I would fully agree if effective and stable I/O scheduling would be
available in blk-mq in one or two months. But I guess that it will
take at least one year optimistically, given the current status of the
needed infrastructure, and given the great difficulties of doing
effective scheduling at the high parallelism and extreme target speeds
of blk-mq. Of course, this holds true unless little clever scheduling
is performed.
So, what's the point in forcing a lot of users wait another year or
more, for a solution that has yet to be even defined, while they could
enjoy a much better system, and then switch an even better system when
scheduling is ready in blk-mq too?
That same argument could have been made 2 years ago. Saying no to a new
scheduler for the legacy framework goes back roughly that long. We could
have had BFQ for mq NOW, if we didn't keep coming back to this very
point.
I'm hesistant to add a new scheduler because it's very easy to add, very
difficult to get rid of. If we do add BFQ as a legacy scheduler now,
it'll take us years and years to get rid of it again. We should be
moving towards LESS moving parts in the legacy path, not more.
We can keep having this discussion every few years, but I think we'd
both prefer to make some actual progress here. It's perfectly fine to
add an interface for a single queue interface for an IO scheduler for
blk-mq, since we don't care too much about scalability there. And that
won't take years, that should be a few weeks. Retrofitting BFQ on top of
that should not be hard either. That can co-exist with a real multiqueue
scheduler as well, something that's geared towards some fairness for
faster devices.
OK, so some solution like having a variant of blk_sq_make_request() that
will consume requests, do IO scheduling decisions on them, and feed them
into the HW queue is it sees fit would be acceptable? That will provide the
IO scheduler a global view that it needs for complex scheduling decisions
so it should indeed be relatively easy to port BFQ to work like that.

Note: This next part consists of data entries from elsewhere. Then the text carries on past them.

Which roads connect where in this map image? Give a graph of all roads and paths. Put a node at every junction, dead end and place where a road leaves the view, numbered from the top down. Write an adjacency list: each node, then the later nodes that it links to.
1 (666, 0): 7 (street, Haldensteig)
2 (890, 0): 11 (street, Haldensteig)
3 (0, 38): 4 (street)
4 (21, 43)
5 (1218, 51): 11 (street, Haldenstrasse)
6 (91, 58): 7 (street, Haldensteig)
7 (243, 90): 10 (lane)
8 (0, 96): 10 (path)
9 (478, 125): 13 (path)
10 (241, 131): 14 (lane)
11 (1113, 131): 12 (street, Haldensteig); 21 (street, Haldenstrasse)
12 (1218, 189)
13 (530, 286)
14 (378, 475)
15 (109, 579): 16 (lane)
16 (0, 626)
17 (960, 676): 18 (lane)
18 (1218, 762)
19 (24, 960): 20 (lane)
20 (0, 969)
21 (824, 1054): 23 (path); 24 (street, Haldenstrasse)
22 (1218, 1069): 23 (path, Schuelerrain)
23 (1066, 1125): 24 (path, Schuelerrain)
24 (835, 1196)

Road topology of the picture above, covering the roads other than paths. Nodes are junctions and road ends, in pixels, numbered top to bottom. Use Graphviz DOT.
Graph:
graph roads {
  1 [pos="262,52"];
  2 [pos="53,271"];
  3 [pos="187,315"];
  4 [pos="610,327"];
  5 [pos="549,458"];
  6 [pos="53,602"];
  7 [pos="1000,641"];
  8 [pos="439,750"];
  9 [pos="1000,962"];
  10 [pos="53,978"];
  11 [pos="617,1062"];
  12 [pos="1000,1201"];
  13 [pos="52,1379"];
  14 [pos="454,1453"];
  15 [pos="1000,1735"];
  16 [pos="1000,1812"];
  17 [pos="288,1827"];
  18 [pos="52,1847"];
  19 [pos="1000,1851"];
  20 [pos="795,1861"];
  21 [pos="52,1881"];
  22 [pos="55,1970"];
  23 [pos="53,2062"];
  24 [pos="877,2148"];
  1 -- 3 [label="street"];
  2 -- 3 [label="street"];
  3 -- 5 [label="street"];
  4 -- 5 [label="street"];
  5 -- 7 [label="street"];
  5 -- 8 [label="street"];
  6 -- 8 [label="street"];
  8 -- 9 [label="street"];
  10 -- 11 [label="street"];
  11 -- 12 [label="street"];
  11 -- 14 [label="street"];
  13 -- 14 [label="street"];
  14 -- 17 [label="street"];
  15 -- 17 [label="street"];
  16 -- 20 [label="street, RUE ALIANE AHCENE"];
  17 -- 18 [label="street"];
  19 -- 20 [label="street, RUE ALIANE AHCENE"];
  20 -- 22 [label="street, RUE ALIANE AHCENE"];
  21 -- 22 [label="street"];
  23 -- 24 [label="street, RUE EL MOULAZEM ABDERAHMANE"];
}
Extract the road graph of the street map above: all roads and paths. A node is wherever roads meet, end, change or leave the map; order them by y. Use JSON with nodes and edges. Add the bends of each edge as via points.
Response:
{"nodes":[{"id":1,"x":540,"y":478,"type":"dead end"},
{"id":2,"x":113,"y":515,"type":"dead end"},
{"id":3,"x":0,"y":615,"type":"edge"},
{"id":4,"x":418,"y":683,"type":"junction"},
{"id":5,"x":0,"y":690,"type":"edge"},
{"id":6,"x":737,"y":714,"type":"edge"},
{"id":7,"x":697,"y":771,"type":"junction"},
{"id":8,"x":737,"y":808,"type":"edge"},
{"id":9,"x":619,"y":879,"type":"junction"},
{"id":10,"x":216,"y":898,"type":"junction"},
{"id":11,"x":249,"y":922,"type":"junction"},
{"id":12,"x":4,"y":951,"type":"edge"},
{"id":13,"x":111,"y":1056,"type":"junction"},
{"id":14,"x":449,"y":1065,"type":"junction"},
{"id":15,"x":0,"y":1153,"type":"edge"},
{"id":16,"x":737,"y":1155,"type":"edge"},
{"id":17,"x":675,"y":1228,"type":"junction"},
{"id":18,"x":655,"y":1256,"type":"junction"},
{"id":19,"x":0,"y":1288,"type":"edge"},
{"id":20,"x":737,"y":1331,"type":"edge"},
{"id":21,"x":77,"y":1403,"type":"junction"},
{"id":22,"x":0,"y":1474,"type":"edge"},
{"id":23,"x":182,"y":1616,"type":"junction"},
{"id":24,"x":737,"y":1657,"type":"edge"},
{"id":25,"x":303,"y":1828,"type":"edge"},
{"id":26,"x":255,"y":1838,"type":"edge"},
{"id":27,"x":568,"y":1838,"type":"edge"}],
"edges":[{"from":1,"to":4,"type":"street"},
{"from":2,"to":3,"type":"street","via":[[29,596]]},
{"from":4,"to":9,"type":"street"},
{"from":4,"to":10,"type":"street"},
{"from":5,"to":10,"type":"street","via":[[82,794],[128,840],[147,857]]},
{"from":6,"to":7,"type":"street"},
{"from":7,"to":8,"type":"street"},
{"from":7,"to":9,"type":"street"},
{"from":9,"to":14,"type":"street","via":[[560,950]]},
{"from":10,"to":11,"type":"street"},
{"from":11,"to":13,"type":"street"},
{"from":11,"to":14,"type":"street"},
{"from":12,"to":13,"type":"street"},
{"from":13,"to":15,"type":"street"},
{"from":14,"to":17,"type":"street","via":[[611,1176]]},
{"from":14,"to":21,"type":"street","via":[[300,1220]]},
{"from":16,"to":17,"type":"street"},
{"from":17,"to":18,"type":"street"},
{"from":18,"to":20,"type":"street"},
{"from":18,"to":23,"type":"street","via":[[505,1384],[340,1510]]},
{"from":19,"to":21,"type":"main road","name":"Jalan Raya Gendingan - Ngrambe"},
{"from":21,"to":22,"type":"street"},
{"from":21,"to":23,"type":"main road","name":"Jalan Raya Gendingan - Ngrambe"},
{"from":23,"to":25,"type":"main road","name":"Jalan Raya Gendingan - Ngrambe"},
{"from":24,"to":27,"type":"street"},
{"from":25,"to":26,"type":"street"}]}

I'd probably start off Omar's base [1] that switches the software queues
to store bios instead of requests, since that lifts the of the 1:1
mapping between what we can queue up and what we can dispatch. Without
that, the IO scheduler won't have too much to work with. And with that
in place, it'll be a "bio in, request out" type of setup, which is
similar to what we have in the legacy path.
I'd keep the software queues, but as a starting point, mandate 1
hardware queue to keep that as the per-device view of the state. The IO
scheduler would be responsible for moving one or more bios from the
software queues to the hardware queue, when they are ready to dispatch.
[1] https://github.com/osandov/linux/commit/8ef3508628b6cf7c4712cd3d8084ee11ef5d2530
Yeah, but what would be software queues actually good for for a single
queue device with device-global IO scheduling? The IO scheduler doing
complex decisions will keep all the bios / requests in a single structure
anyway so there's no scalability to gain from per-cpu software queues...
So you can directly consume bios in your ->make_request handler, place it
in IO scheduler structures and then push requests out to the HW queue in
response to HW tags getting freed (i.e. IO completion). No need
for intermediate software queues. But maybe I miss something.